● **ABOUT THIS EXERCISE**
When a line of the entries contains "numbered", please list that line.

BEGIN AVAILABLE RECORDS

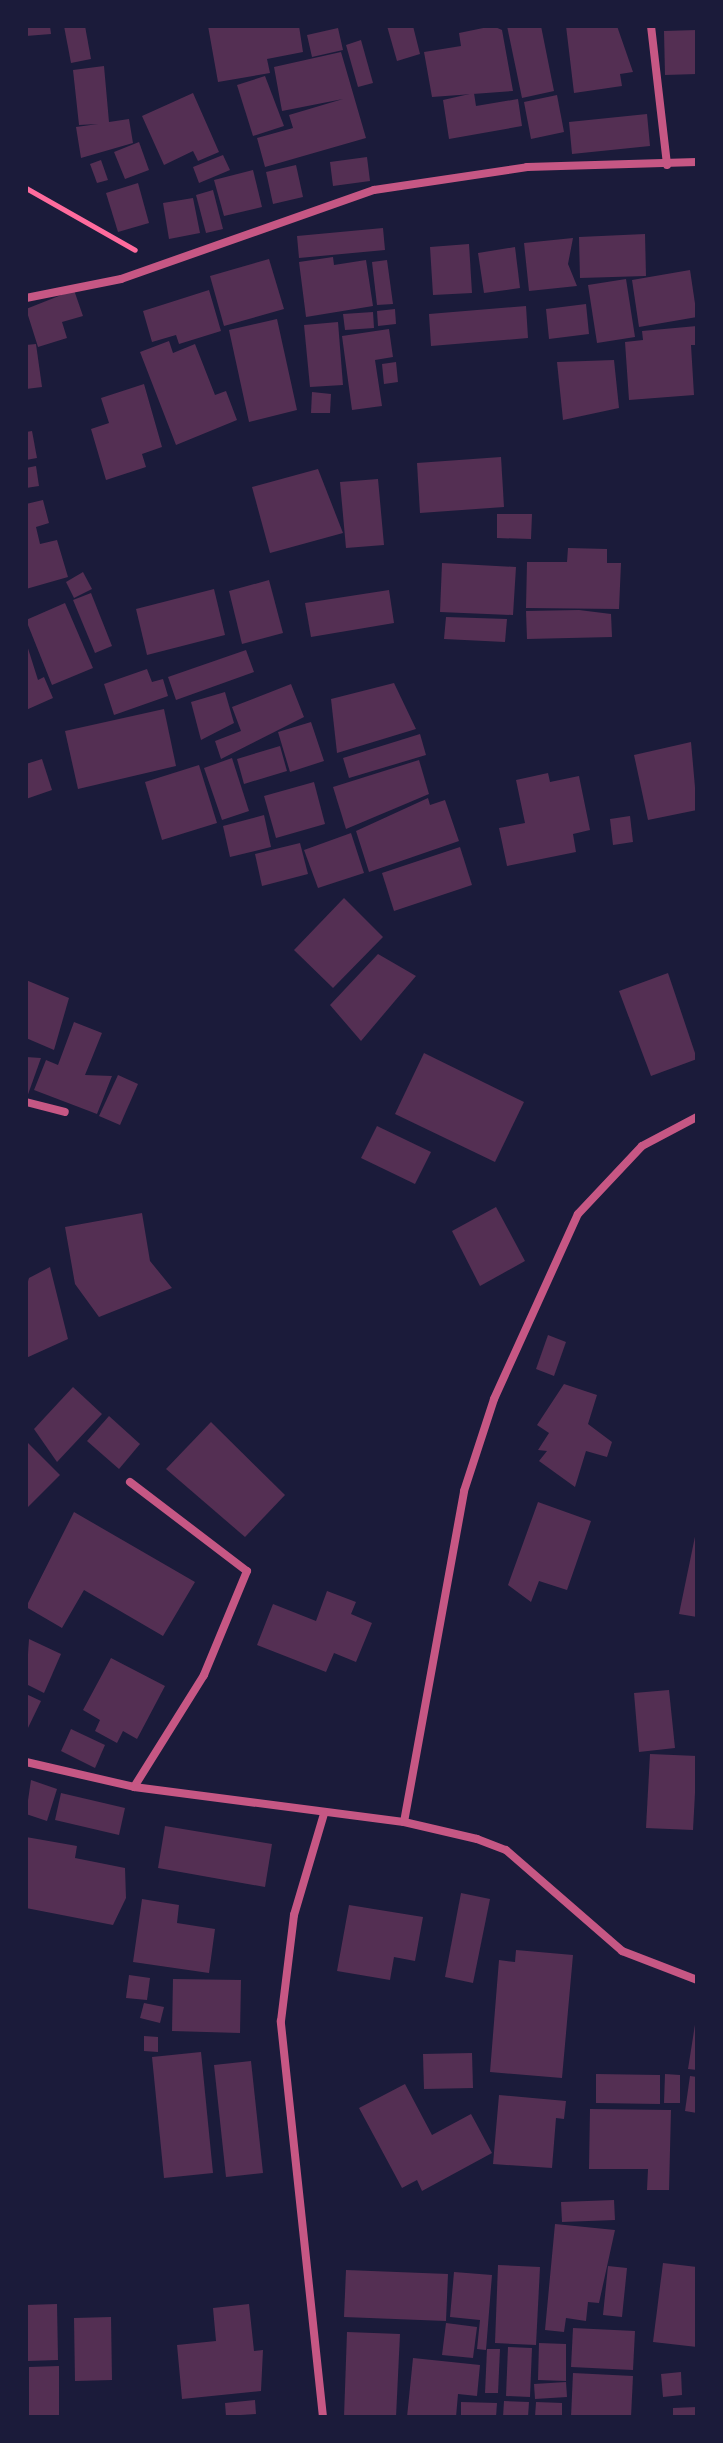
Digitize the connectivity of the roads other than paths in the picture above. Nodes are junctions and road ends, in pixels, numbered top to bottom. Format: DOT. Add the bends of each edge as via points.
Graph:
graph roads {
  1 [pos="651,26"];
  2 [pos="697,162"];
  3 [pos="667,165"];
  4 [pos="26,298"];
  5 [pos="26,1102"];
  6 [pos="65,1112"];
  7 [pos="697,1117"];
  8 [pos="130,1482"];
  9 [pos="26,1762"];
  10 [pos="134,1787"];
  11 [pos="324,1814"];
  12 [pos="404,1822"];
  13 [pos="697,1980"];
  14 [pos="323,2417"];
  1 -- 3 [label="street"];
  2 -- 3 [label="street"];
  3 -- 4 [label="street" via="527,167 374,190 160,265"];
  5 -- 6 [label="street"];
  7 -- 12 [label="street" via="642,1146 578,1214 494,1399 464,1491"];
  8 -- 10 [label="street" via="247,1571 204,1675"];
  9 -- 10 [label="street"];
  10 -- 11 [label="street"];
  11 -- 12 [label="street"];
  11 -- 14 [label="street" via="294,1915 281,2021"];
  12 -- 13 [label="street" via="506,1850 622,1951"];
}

END AVAILABLE RECORDS
BEGIN AVAILABLE RECORDS

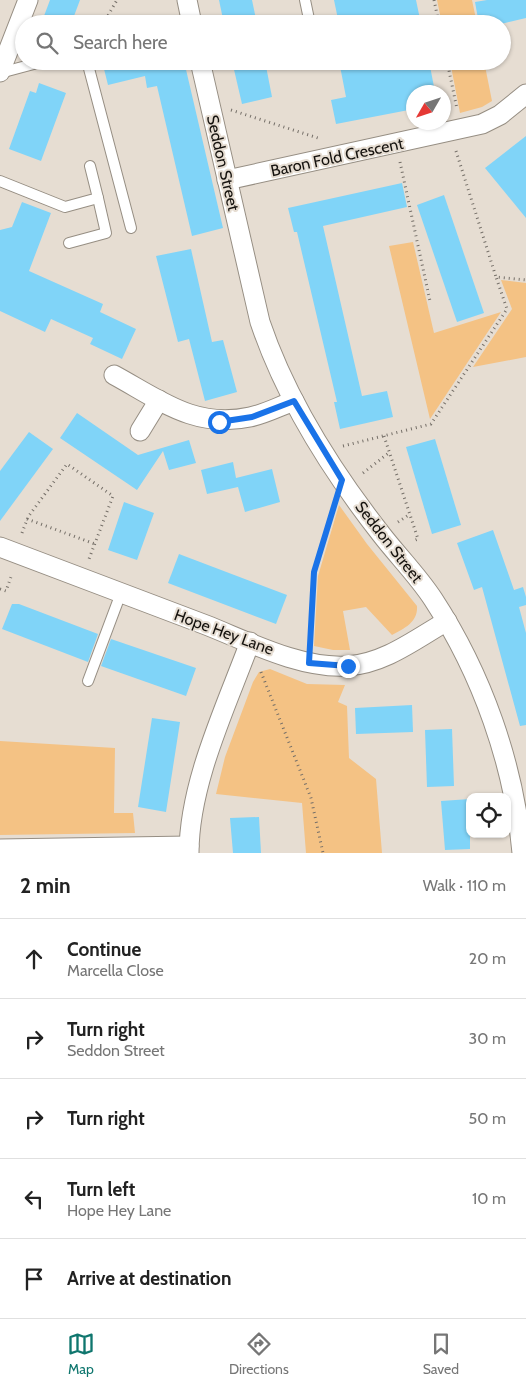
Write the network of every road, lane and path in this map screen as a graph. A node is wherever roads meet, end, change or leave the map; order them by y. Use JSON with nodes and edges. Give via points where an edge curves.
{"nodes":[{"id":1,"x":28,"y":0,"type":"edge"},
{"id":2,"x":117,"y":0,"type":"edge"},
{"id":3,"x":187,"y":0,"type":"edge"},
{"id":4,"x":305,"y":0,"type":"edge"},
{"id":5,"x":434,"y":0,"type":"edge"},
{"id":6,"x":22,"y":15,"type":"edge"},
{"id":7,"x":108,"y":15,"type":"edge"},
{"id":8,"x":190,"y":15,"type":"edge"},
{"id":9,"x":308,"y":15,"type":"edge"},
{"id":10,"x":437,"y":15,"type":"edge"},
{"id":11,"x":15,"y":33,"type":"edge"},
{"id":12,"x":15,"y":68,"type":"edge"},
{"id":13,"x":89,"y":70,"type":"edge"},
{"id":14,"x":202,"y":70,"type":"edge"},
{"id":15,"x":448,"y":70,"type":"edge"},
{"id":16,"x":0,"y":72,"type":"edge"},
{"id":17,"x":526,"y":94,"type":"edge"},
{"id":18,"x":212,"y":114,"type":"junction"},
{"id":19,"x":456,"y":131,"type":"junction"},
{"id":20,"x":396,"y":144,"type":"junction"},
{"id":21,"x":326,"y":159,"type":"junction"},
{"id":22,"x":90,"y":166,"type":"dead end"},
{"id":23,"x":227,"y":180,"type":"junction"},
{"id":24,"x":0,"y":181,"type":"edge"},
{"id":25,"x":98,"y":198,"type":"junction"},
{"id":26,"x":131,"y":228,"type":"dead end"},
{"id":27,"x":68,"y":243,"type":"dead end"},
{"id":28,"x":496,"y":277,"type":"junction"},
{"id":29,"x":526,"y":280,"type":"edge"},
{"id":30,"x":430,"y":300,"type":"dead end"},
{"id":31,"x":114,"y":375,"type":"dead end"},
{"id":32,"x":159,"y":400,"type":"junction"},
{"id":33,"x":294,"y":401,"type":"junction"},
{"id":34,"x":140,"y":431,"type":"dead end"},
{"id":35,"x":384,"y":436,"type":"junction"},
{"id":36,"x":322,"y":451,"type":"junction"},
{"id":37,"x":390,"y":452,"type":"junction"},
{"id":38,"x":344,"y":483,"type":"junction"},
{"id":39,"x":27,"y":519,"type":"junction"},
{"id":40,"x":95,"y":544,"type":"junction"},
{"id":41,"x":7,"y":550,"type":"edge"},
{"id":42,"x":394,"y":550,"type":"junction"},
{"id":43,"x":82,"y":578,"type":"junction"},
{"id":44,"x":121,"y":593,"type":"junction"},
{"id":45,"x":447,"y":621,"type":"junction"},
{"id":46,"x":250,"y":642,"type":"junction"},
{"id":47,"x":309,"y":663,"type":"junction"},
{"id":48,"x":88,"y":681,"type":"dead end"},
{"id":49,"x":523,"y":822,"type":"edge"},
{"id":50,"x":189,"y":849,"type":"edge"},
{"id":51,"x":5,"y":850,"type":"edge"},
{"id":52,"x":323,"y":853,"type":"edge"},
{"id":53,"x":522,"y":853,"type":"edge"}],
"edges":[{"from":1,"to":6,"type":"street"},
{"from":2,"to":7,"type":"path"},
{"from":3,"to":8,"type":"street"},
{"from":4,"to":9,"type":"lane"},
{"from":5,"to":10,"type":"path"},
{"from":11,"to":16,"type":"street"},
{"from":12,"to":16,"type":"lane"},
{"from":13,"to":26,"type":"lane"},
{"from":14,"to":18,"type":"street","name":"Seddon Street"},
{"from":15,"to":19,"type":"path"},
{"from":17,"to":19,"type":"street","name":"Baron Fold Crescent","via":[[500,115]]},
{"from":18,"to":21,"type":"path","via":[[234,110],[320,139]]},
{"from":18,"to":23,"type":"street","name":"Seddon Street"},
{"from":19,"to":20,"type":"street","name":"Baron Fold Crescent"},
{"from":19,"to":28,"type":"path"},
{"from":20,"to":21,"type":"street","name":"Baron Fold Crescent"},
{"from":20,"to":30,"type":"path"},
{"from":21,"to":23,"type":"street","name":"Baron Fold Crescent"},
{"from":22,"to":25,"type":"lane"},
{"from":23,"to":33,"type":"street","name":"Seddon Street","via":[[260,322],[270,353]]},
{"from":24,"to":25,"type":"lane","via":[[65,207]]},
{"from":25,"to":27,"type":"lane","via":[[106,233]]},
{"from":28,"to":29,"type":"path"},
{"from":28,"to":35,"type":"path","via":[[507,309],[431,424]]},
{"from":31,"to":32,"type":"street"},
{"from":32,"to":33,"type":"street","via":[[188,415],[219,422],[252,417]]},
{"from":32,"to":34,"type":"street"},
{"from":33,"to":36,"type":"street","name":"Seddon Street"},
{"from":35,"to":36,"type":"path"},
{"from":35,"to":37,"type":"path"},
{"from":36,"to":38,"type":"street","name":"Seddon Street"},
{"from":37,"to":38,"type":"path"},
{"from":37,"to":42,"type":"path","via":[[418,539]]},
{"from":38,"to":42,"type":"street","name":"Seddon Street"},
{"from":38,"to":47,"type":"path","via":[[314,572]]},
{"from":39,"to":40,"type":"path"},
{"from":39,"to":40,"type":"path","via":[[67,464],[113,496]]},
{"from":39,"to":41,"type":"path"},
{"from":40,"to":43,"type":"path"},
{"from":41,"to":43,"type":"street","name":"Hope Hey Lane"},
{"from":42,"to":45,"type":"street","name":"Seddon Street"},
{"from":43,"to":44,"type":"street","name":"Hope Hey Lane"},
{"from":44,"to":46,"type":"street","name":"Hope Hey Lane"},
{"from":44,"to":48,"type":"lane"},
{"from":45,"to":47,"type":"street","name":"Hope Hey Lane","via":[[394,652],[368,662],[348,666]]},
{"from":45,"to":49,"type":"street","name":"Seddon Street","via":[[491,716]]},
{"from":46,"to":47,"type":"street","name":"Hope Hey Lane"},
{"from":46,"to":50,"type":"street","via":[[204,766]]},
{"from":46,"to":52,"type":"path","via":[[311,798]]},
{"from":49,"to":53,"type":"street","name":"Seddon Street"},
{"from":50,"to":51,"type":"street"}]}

END AVAILABLE RECORDS
BEGIN AVAILABLE RECORDS

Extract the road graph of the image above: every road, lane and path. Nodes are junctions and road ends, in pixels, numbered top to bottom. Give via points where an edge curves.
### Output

END AVAILABLE RECORDS

● **WRITTEN SOLUTION**
Digitize the connectivity of the roads other than paths in the picture above. Nodes are junctions and road ends, in pixels, numbered top to bottom. Format: DOT. Add the bends of each edge as via points.
Extract the road graph of the image above: every road, lane and path. Nodes are junctions and road ends, in pixels, numbered top to bottom. Give via points where an edge curves.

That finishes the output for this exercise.